┏━━
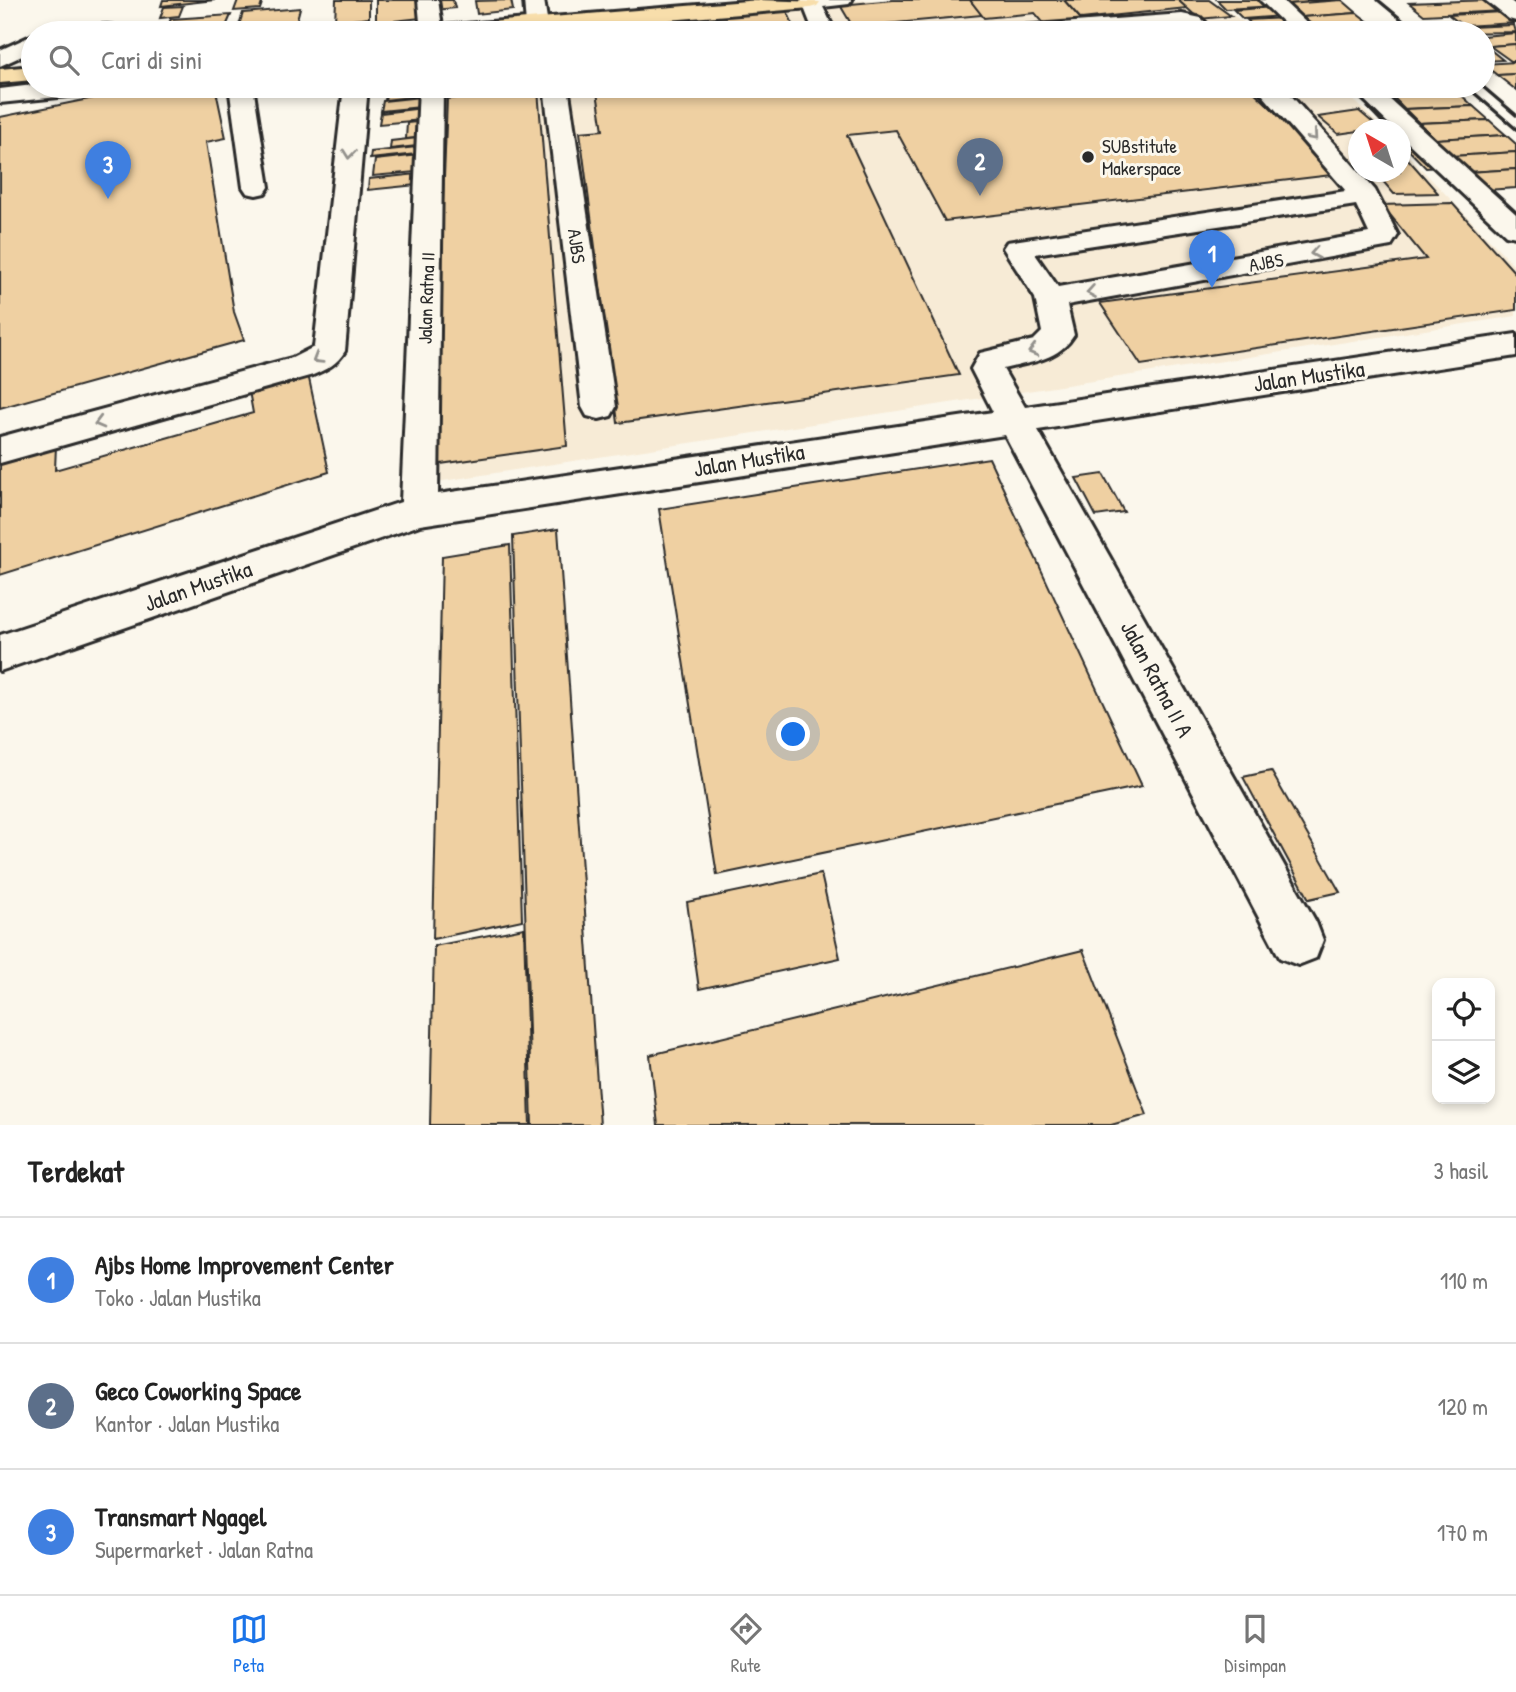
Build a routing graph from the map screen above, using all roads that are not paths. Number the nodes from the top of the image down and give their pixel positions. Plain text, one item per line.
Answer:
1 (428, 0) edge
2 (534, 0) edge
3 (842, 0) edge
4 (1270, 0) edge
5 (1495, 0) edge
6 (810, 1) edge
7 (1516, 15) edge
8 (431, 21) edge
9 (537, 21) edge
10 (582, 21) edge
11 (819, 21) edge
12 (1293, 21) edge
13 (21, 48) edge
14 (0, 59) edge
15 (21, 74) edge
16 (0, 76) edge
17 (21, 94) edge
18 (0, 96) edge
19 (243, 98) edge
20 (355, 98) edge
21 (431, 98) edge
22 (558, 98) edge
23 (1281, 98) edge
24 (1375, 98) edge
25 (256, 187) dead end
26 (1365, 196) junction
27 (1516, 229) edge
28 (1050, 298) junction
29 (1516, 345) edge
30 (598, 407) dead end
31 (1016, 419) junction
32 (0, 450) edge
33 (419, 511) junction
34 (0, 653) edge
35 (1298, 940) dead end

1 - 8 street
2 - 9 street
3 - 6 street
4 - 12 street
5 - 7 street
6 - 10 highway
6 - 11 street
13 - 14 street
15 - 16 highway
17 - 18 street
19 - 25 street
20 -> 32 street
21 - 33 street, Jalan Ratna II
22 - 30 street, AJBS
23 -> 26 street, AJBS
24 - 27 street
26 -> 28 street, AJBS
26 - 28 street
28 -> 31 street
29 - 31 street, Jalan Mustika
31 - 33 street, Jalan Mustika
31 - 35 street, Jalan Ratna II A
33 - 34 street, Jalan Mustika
┗━━
┏━━
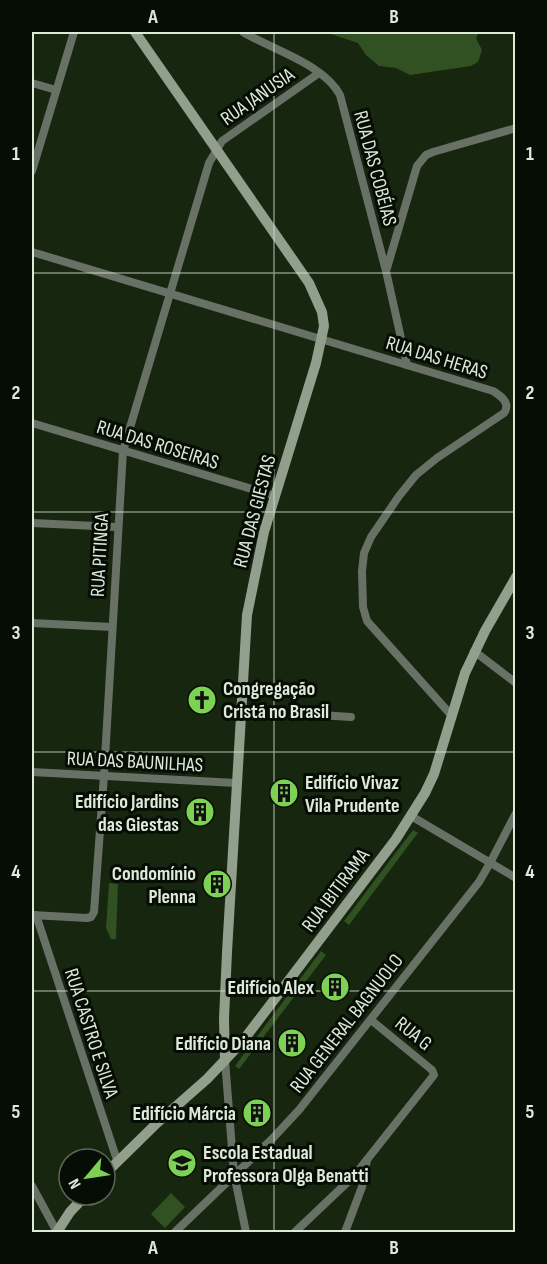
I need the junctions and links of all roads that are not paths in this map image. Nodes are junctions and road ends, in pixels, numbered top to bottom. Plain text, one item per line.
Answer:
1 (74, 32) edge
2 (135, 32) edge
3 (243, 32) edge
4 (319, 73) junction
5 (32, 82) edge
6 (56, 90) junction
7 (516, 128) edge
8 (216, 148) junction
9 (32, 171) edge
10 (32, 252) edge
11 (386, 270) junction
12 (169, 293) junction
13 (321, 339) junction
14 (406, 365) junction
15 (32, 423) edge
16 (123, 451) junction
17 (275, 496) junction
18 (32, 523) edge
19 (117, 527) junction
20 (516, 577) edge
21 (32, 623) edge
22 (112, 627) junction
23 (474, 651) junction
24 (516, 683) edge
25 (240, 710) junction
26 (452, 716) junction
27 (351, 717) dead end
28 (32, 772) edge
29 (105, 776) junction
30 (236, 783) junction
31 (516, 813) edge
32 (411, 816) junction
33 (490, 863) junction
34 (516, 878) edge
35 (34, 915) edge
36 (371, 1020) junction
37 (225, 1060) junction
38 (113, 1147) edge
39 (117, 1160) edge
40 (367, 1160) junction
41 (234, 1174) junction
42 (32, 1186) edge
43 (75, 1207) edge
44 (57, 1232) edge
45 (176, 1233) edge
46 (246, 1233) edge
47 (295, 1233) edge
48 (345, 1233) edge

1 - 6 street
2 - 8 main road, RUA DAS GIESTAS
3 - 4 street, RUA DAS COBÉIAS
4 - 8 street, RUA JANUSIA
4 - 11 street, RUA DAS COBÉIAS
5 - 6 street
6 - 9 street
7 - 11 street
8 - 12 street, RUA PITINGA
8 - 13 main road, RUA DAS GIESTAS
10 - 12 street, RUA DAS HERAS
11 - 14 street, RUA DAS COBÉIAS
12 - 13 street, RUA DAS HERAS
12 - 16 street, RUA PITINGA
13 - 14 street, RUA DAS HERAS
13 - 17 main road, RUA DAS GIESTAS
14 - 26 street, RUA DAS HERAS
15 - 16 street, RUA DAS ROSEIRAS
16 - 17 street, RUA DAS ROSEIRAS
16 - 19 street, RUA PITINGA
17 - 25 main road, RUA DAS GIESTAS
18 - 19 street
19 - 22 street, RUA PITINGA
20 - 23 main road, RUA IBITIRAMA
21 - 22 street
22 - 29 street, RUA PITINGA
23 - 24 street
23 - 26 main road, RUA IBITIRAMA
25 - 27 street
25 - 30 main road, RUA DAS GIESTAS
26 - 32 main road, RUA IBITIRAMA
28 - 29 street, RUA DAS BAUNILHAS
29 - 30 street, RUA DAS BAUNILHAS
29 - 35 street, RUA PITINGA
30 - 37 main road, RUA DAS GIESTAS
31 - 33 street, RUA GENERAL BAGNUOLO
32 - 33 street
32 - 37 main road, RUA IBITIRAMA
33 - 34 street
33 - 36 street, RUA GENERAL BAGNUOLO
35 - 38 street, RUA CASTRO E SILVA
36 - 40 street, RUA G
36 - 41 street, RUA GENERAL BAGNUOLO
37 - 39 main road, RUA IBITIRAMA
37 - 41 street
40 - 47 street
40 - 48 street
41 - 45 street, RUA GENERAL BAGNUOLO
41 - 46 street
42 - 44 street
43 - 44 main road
┗━━
What is required: If a line in the entries above contains the word "GENERAL", copy it.

Answer for this exercise:
31 - 33 street, RUA GENERAL BAGNUOLO
33 - 36 street, RUA GENERAL BAGNUOLO
36 - 41 street, RUA GENERAL BAGNUOLO
41 - 45 street, RUA GENERAL BAGNUOLO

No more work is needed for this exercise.